━━ RECORDS FOR THE EXERCISE

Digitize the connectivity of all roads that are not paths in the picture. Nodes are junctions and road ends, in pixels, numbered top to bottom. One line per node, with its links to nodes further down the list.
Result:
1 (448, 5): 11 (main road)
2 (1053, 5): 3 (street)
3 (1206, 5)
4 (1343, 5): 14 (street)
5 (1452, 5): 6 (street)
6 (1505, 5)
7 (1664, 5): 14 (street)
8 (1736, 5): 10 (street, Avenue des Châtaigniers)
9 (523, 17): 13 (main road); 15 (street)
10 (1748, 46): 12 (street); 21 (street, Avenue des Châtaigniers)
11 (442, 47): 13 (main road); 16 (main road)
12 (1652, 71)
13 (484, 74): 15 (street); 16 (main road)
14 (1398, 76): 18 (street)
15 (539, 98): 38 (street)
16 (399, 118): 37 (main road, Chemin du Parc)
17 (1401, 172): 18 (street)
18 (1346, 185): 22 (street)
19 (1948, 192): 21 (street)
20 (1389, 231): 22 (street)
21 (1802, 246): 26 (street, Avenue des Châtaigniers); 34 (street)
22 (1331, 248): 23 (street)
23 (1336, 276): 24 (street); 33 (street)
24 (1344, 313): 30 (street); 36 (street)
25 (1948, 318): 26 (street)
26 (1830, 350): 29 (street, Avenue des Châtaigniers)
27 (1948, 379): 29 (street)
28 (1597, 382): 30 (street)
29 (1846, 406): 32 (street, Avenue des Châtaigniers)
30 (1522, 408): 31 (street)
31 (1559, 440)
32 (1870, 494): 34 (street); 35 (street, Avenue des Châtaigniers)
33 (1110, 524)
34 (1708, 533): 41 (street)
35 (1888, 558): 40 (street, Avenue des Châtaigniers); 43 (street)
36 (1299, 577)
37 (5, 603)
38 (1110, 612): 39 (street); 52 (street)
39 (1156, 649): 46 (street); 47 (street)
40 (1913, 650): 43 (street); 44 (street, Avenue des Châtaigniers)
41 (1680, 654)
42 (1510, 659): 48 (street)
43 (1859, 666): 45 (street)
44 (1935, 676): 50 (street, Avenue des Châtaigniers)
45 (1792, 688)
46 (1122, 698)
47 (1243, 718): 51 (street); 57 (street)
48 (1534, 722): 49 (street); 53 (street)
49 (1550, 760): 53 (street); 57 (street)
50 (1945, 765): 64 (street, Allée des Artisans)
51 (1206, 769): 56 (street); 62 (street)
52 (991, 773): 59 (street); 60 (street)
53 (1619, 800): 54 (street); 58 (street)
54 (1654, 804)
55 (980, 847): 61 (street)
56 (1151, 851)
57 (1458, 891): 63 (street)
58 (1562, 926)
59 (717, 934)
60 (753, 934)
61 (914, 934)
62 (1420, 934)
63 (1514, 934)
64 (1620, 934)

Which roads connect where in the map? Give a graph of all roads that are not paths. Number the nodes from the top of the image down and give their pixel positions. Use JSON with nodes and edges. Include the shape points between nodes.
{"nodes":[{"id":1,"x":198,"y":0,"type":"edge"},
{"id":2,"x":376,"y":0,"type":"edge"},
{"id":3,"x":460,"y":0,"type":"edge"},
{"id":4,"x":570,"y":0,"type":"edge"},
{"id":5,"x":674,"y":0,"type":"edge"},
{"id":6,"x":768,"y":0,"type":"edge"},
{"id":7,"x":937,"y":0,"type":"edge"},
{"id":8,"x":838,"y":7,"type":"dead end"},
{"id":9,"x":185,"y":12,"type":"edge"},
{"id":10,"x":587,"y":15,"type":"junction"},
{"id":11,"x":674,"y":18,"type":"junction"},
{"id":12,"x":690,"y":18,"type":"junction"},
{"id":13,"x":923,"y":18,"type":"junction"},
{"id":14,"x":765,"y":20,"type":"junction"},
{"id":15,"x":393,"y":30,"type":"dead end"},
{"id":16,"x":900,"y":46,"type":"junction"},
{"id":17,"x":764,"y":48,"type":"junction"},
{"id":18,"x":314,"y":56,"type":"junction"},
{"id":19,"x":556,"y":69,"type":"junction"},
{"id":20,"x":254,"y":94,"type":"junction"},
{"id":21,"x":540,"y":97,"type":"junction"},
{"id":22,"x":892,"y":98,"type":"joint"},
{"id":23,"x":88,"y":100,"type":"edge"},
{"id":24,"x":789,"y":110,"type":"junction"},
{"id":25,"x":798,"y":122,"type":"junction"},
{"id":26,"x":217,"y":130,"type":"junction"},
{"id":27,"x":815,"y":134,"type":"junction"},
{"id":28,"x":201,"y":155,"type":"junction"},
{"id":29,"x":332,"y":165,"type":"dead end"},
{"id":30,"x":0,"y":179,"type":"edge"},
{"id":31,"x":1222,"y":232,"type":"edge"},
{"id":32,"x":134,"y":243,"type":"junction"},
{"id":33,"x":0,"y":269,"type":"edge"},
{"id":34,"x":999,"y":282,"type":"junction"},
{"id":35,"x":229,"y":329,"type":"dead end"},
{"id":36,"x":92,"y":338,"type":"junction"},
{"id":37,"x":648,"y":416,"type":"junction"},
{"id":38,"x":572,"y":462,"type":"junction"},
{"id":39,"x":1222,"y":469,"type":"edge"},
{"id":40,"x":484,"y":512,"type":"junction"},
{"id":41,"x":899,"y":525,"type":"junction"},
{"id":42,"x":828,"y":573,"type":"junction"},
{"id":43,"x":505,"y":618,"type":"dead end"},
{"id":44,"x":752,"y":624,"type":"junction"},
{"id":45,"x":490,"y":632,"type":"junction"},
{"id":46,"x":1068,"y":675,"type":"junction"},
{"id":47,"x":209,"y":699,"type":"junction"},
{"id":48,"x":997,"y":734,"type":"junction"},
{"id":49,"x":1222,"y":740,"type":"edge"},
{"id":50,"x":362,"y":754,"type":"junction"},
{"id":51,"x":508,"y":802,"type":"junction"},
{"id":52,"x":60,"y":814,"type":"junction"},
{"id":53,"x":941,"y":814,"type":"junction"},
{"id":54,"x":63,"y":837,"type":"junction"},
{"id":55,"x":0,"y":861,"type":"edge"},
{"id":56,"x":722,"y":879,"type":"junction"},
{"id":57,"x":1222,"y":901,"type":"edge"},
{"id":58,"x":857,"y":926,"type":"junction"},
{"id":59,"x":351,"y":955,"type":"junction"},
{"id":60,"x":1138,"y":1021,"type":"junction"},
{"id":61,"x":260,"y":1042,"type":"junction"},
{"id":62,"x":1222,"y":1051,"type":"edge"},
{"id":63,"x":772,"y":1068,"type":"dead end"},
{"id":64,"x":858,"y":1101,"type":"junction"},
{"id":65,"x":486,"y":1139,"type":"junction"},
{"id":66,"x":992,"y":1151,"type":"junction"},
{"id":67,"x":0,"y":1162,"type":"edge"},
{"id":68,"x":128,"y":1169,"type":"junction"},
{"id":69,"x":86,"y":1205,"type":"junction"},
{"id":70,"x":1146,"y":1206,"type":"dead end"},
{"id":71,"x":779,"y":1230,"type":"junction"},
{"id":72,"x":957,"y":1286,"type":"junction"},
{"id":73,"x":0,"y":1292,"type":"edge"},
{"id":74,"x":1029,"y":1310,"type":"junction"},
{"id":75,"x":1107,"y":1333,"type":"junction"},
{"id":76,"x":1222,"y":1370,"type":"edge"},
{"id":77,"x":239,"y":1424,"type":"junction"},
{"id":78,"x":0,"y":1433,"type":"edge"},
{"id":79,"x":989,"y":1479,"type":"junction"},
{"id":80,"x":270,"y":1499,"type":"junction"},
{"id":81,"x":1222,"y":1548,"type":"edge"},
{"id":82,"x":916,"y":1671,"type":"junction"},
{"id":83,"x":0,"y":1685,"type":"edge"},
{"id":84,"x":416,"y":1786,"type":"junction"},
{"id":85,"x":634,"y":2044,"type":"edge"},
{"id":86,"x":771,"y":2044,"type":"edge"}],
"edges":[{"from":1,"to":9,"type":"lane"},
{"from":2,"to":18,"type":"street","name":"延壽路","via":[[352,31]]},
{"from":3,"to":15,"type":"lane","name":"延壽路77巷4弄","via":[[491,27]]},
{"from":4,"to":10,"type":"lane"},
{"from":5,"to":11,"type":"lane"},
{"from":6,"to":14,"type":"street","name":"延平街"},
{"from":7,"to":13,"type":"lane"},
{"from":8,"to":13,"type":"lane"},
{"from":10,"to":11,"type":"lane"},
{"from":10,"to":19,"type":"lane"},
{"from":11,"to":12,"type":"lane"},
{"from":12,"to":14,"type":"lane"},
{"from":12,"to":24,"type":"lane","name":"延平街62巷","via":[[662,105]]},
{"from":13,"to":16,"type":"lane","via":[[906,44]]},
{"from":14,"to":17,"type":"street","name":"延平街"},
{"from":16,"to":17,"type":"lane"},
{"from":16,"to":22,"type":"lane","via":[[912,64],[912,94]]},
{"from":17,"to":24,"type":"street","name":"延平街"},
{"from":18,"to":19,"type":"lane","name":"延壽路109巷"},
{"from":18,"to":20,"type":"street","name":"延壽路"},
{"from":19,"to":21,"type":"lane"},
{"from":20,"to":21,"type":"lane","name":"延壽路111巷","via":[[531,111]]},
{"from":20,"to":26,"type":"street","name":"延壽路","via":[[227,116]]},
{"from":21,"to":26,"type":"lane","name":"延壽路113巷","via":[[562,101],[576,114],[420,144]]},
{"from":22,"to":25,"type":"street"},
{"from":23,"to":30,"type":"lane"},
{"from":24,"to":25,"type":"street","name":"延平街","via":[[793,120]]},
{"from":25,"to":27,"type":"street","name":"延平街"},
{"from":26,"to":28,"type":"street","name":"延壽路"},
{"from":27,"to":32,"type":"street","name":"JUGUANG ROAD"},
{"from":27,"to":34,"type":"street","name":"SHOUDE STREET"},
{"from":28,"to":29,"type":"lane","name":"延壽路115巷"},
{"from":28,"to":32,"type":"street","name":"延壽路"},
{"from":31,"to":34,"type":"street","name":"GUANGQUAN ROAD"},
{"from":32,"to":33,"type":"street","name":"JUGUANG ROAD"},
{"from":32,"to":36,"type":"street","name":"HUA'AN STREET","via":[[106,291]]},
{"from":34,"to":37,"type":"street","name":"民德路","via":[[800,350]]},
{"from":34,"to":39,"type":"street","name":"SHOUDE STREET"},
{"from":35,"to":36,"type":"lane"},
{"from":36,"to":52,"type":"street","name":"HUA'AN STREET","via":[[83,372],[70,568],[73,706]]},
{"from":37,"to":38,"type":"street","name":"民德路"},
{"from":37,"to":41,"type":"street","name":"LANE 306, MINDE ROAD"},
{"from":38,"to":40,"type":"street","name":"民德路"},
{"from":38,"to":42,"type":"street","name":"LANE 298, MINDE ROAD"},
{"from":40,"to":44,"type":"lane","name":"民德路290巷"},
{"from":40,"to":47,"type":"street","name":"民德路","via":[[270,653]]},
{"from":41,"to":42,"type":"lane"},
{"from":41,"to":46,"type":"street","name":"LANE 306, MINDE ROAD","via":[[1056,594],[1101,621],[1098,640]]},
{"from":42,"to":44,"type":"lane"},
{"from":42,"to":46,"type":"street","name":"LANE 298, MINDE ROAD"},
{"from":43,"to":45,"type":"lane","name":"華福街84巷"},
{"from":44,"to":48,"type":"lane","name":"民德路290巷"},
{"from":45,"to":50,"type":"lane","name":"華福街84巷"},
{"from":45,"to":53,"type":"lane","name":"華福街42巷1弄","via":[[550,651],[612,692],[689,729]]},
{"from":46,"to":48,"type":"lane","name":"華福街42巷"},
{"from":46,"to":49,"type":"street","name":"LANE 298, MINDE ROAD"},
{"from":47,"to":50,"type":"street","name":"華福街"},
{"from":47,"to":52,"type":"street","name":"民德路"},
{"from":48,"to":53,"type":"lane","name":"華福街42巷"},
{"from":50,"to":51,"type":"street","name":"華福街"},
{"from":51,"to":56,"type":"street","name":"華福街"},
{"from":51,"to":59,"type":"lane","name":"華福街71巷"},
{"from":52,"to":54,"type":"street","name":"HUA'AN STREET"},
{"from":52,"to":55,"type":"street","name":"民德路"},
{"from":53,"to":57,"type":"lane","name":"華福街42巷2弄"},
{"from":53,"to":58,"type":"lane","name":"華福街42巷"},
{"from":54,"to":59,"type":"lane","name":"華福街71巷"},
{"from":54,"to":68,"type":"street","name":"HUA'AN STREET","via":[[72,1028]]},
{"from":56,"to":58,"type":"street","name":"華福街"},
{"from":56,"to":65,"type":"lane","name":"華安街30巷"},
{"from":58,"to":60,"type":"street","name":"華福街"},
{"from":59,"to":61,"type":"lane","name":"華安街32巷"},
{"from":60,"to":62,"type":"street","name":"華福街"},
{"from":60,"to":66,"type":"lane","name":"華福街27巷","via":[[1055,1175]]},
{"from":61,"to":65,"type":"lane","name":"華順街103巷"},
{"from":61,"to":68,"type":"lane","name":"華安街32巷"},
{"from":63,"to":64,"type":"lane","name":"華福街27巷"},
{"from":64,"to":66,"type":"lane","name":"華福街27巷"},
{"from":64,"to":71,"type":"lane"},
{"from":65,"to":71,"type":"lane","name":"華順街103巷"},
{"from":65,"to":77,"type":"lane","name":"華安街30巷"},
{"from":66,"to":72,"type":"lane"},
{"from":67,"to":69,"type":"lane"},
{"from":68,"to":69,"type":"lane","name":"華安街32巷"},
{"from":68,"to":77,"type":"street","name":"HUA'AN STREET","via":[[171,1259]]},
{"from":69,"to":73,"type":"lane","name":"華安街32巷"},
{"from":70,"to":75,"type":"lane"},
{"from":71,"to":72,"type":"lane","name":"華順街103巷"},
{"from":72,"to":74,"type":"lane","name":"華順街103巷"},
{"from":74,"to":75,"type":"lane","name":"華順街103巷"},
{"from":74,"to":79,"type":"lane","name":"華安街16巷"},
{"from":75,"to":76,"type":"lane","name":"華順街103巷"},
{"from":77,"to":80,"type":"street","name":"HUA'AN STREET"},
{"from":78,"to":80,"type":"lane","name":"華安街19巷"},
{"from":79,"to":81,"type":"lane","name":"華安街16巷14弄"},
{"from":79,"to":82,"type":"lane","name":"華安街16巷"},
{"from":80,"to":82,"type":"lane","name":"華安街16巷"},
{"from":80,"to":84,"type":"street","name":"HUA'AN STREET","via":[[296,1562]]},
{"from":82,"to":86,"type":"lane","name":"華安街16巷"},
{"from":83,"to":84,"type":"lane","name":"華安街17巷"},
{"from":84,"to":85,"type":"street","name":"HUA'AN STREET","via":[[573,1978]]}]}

━━━━

Pull out each line of the entries that contains "paths".

* **EXERCISE SOLUTION**
Digitize the connectivity of all roads that are not paths in the picture. Nodes are junctions and road ends, in pixels, numbered top to bottom. One line per node, with its links to nodes further down the list.
Which roads connect where in the map? Give a graph of all roads that are not paths. Number the nodes from the top of the image down and give their pixel positions. Use JSON with nodes and edges. Include the shape points between nodes.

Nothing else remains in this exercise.